The National Hurricane Center in Miami said the storm once known as Agatha in the Pacific Ocean will be known as Alex in the Atlantic Ocean basin.
A Friday evening advisory from the center said the storm was picking up speed to the northeast and had maximum sustained winds of 40 mph, just above the tropical storm threshold. At 8 p.m., forecasters said the disturbance was about 300 miles southwest of Fort Myers, Fla., moving at about 7 miles per hour.
A Hurricane Center advisory said the system was expected to develop "a well-defined center and become a tropical storm" as it approaches Florida on Friday night and into today.
In Cuba, heavy downpours brought by the system caused landslides and accidents that left two people dead in the capital, Havana, state media reported. A person was also reported missing in Pinar del Rio province after falling into a rain-swollen river.
Miami-Dade County Mayor Daniella Levine Cava said most government services, such as bus routes and trains, planned to operate as normal over the weekend.
"If it isn't necessary to go out, it's probably better to stay home," she said Friday.
The storm warning affects both Florida's Gulf Coast and Atlantic Coast, from just below Tampa Bay and Daytona Beach to the Florida Keys and Dry Tortugas. Parts of Cuba, including the provinces of Pinar del Rio, Artemisa, La Habana and Mayabeque, and the northwestern Bahamas are also under a warning with tropical-storm-force conditions expected within 36 hours.
The Atlantic hurricane season officially began Tuesday. This is an unusually early start to the storm season but not unprecedented for Florida.

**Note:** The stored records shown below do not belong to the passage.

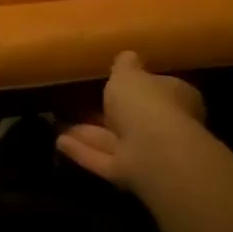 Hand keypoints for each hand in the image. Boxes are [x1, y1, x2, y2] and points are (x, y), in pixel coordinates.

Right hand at [57, 50, 205, 190]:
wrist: (154, 152)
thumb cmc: (145, 102)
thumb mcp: (128, 73)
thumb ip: (125, 65)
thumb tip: (127, 56)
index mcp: (175, 98)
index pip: (158, 88)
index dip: (137, 85)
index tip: (113, 81)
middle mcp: (165, 126)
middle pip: (132, 118)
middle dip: (106, 113)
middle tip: (78, 103)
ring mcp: (147, 154)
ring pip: (113, 140)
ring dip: (87, 133)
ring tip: (57, 123)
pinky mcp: (130, 175)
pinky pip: (102, 159)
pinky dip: (82, 151)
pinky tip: (58, 142) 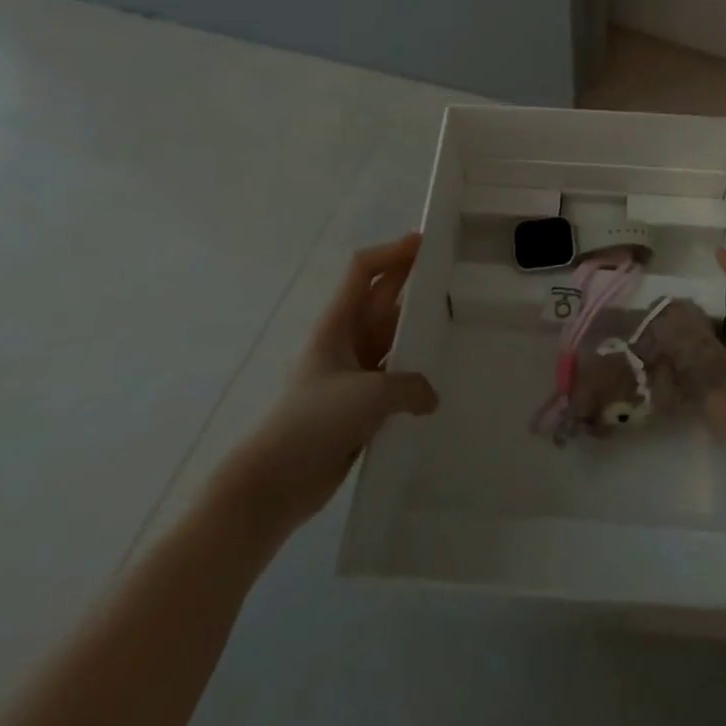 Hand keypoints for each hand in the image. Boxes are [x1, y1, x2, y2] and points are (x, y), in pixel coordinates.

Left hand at [216, 234, 438, 541]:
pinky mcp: (355, 406)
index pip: (363, 271)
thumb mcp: (370, 395)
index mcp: (336, 324)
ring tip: (450, 323)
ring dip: (413, 329)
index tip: (424, 243)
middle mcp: (343, 341)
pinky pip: (390, 378)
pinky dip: (410, 374)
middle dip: (408, 280)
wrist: (275, 483)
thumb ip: (410, 387)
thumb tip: (430, 397)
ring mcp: (349, 374)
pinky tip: (435, 381)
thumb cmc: (315, 422)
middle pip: (379, 299)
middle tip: (446, 270)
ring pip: (388, 338)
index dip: (391, 252) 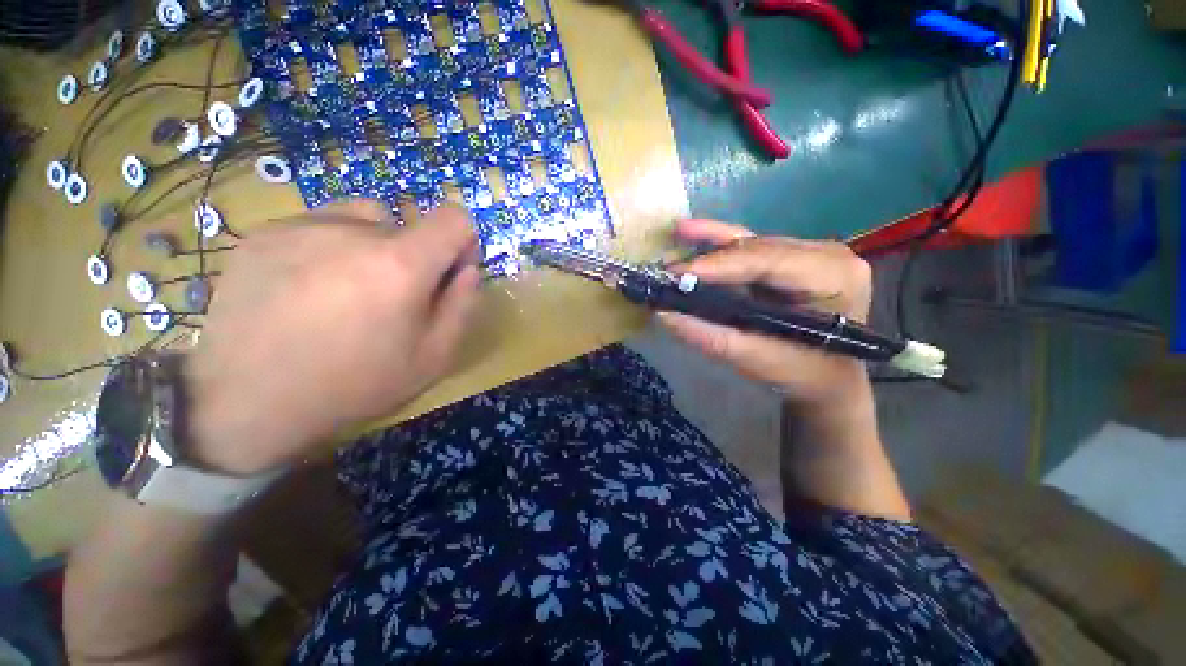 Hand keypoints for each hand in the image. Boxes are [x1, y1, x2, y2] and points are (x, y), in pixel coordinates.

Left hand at [183, 200, 480, 474]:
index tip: (450, 271)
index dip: (463, 241)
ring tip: (349, 290)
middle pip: (408, 224)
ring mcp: (301, 226)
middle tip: (391, 301)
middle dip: (414, 256)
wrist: (248, 403)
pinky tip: (308, 290)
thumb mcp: (433, 357)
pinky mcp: (263, 233)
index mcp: (400, 265)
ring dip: (373, 246)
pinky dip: (330, 248)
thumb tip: (467, 268)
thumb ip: (463, 305)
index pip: (454, 219)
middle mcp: (352, 231)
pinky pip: (320, 225)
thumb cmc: (355, 384)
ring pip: (363, 218)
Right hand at [659, 218, 872, 406]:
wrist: (827, 378)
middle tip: (665, 272)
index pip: (767, 261)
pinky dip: (716, 245)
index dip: (718, 265)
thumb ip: (711, 337)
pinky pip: (748, 247)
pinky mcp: (789, 257)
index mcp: (833, 276)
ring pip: (748, 245)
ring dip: (707, 249)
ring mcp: (807, 251)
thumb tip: (663, 314)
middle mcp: (825, 253)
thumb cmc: (802, 373)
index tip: (675, 274)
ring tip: (671, 249)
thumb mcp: (757, 359)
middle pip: (754, 249)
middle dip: (707, 260)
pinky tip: (689, 232) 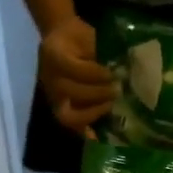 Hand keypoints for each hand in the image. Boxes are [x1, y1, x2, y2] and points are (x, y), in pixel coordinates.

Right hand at [38, 17, 115, 137]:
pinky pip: (70, 124)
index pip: (76, 70)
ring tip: (110, 106)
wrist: (59, 37)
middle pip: (73, 93)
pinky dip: (84, 131)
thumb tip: (123, 70)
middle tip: (118, 91)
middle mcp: (49, 78)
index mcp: (54, 54)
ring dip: (93, 113)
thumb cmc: (78, 37)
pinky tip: (97, 136)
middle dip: (99, 94)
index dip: (97, 74)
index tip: (114, 74)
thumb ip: (101, 53)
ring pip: (69, 114)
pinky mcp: (57, 107)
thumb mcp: (88, 36)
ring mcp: (51, 96) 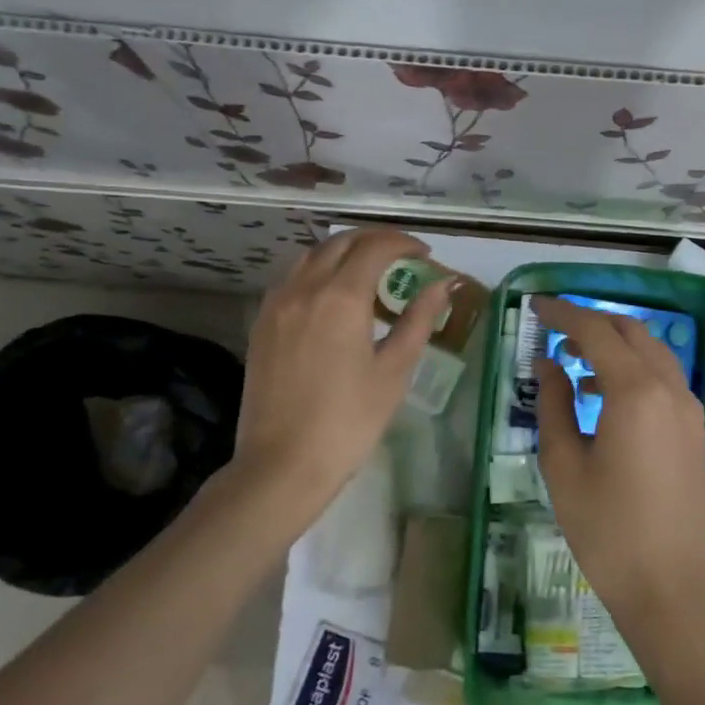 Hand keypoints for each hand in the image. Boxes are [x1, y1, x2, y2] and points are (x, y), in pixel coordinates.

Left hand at [227, 228, 452, 535]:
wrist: (283, 464)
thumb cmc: (349, 421)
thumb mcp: (394, 371)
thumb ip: (418, 320)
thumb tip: (442, 284)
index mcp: (340, 297)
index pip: (375, 248)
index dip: (403, 243)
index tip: (424, 254)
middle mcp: (304, 288)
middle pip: (341, 242)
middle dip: (374, 240)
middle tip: (401, 256)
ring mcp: (276, 304)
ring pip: (311, 255)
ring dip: (344, 251)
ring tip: (369, 271)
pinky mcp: (262, 323)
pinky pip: (292, 278)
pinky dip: (318, 271)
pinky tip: (332, 296)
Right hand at [533, 297, 704, 631]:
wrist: (673, 589)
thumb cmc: (608, 530)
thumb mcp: (564, 466)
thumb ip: (554, 405)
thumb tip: (549, 365)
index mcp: (635, 391)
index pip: (595, 330)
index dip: (562, 313)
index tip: (534, 306)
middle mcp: (670, 388)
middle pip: (631, 331)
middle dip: (591, 323)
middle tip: (553, 334)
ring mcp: (690, 410)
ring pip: (652, 353)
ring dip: (614, 345)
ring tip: (575, 365)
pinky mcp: (696, 432)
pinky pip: (664, 379)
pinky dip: (634, 370)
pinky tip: (606, 395) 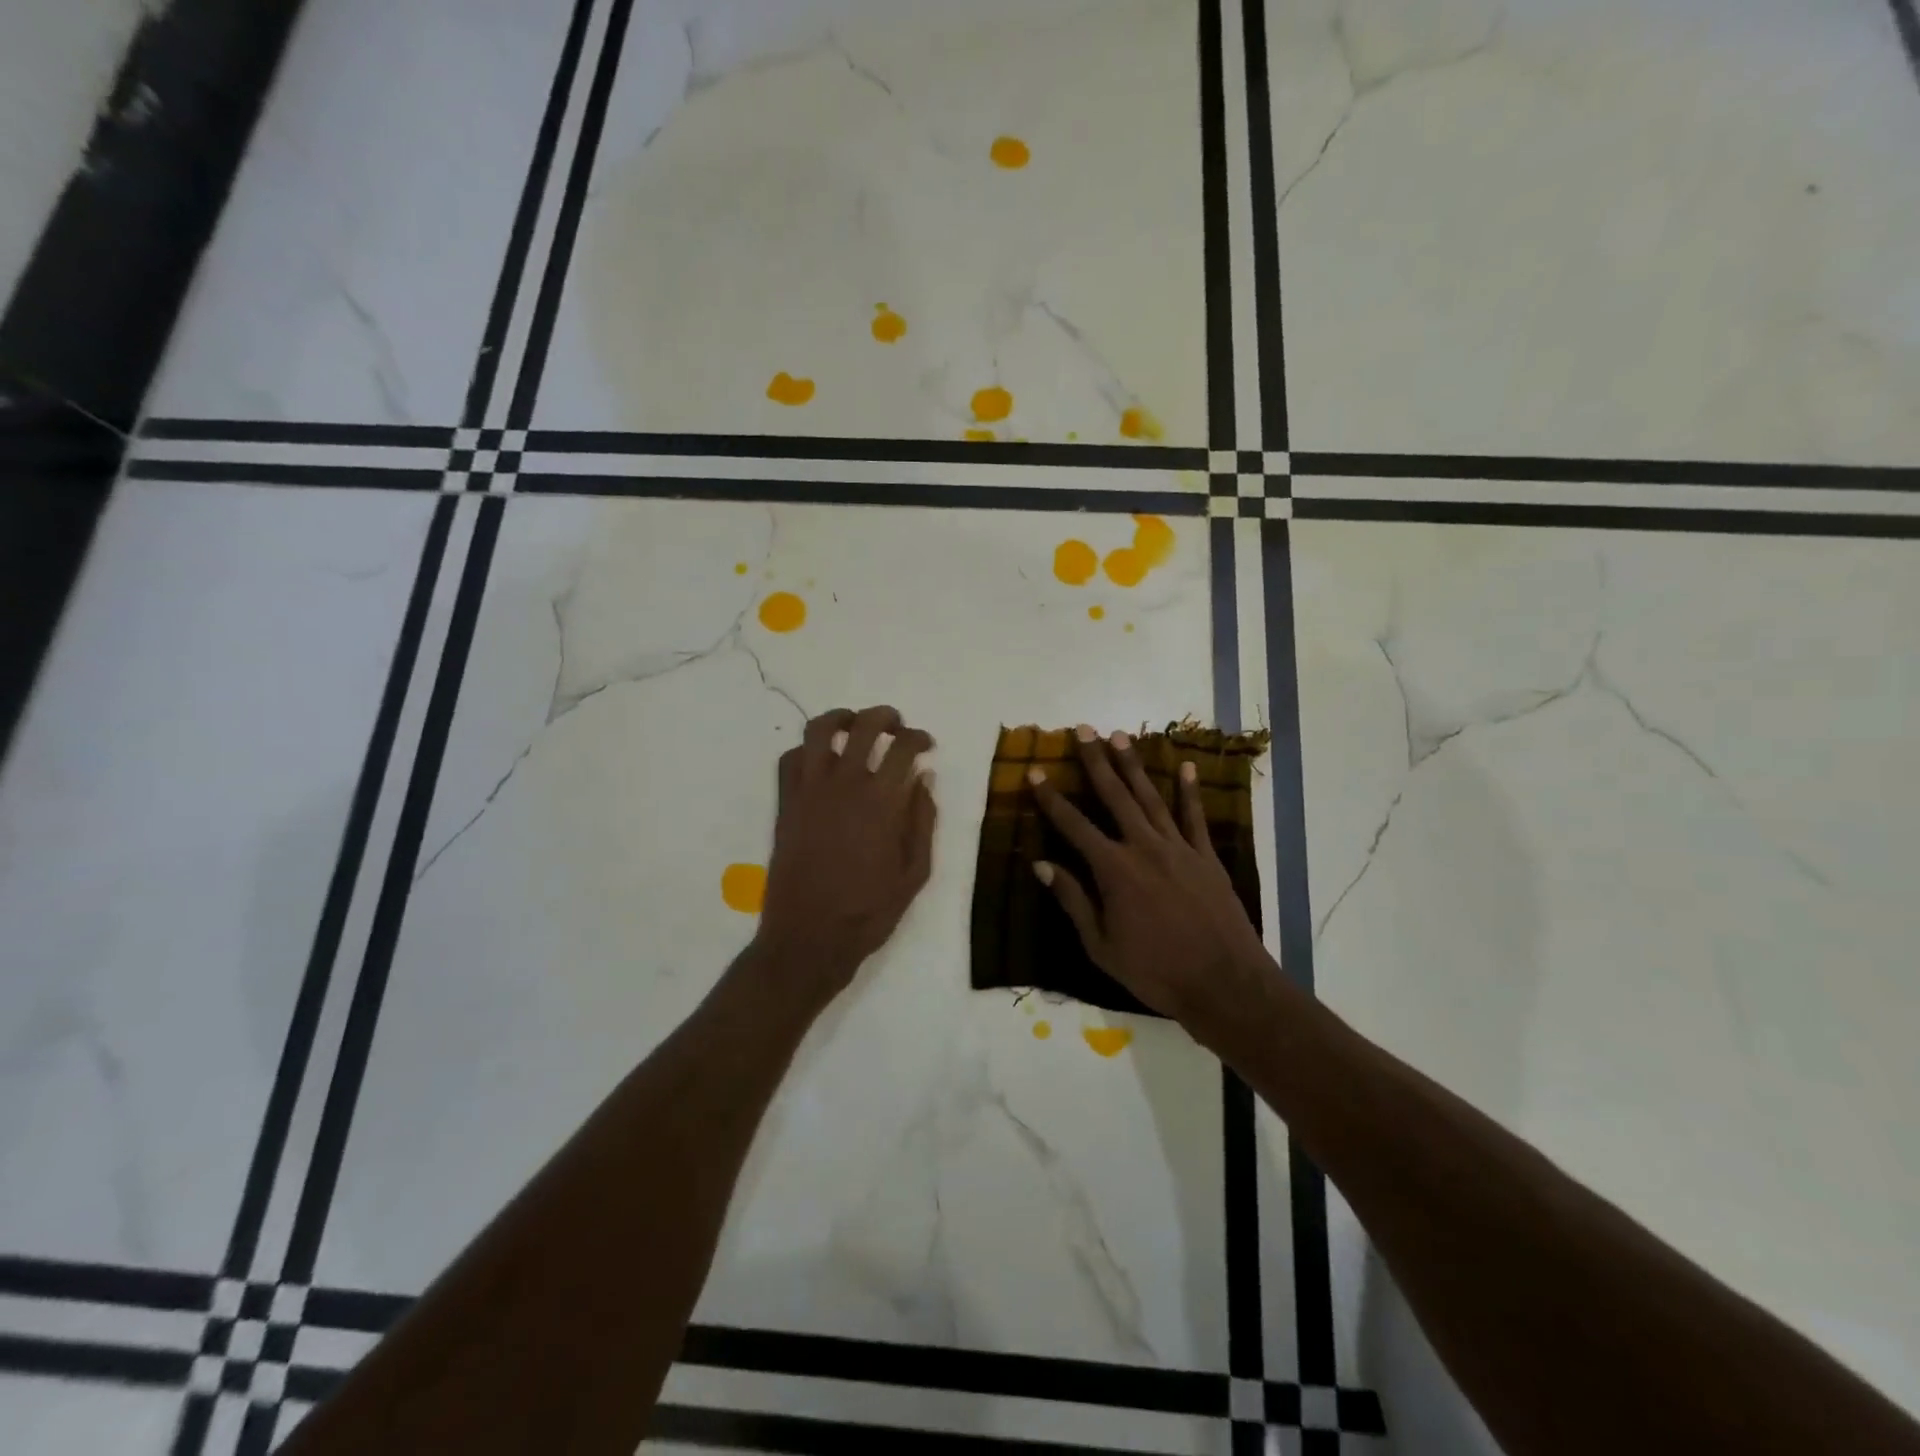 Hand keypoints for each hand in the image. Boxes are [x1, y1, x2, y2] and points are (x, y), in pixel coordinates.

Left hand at [755, 706, 936, 1002]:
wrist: (809, 939)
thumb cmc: (869, 911)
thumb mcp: (915, 872)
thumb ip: (922, 820)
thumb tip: (923, 778)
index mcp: (882, 802)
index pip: (903, 747)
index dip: (919, 737)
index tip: (926, 744)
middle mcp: (844, 785)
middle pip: (863, 726)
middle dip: (884, 717)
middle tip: (895, 725)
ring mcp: (808, 792)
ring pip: (818, 731)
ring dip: (840, 718)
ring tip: (853, 725)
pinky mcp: (785, 804)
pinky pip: (789, 760)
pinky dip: (806, 750)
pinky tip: (820, 761)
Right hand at [1028, 725, 1275, 1039]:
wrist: (1224, 983)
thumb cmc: (1156, 972)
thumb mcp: (1101, 945)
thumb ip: (1073, 900)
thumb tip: (1042, 865)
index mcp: (1114, 870)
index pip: (1074, 825)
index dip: (1051, 798)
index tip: (1035, 772)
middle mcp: (1144, 847)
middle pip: (1114, 797)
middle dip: (1096, 762)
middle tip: (1084, 730)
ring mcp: (1179, 848)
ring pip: (1151, 798)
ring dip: (1134, 766)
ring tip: (1119, 737)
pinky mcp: (1206, 857)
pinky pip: (1195, 817)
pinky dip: (1189, 791)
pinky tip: (1185, 766) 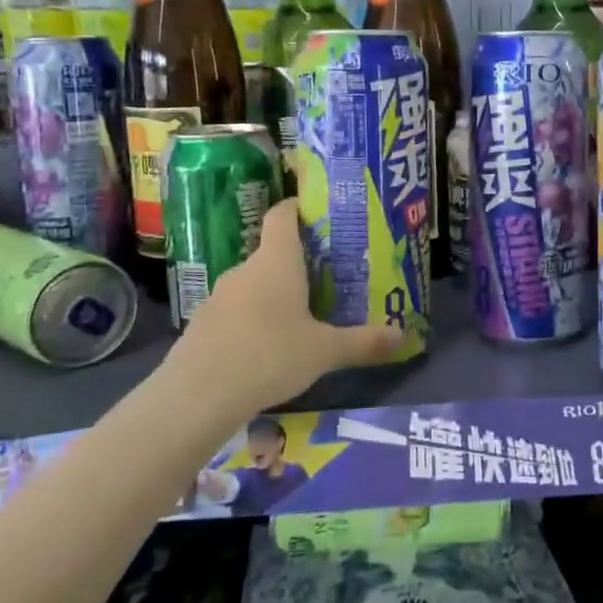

The National Hurricane Center predicts that rainfall up to 10 inches is possible in South Florida, including the Florida Keys. The storm is not expected to produce huge winds or major storm surge, but local flooding is likely and winds could be somewhat strong.
"Heavy rains will begin to affect South Florida and the Keys Friday and continue through Saturday," the Hurricane Center said in an online post. Also predicted is storm surge and flooding, the severity of which depends on the timing of tides.
Florida Gov. Ron DeSantis said the forecast was somewhat unusual in that substantial rains were expected in southwestern Florida on Friday and windy but drier conditions today. "The rain is actually beating the wind" instead of the two coming together, he said.
"No one's going into emergency posture" yet, DeSantis said, but authorities would monitor for a strengthening storm. "We've got to be ready no matter what."
Some cities and counties across Florida's coastal and low-lying areas, including Pembroke Pines and Miami-Dade County, were offering sandbags to residents to shore up their homes on Friday morning.
As a Pacific storm, Hurricane Agatha caused flooding and mudslides that killed at least 11 people and left 20 missing in Mexico, officials said. It caused rivers to overflow their banks and swept away people in homes, while other victims were buried under mud and rocks.
Agatha made history as the strongest hurricane ever recorded to come ashore in May during the eastern Pacific hurricane season since 1949. Climate scientists say tropical systems will become more powerful and destructive because of global warming.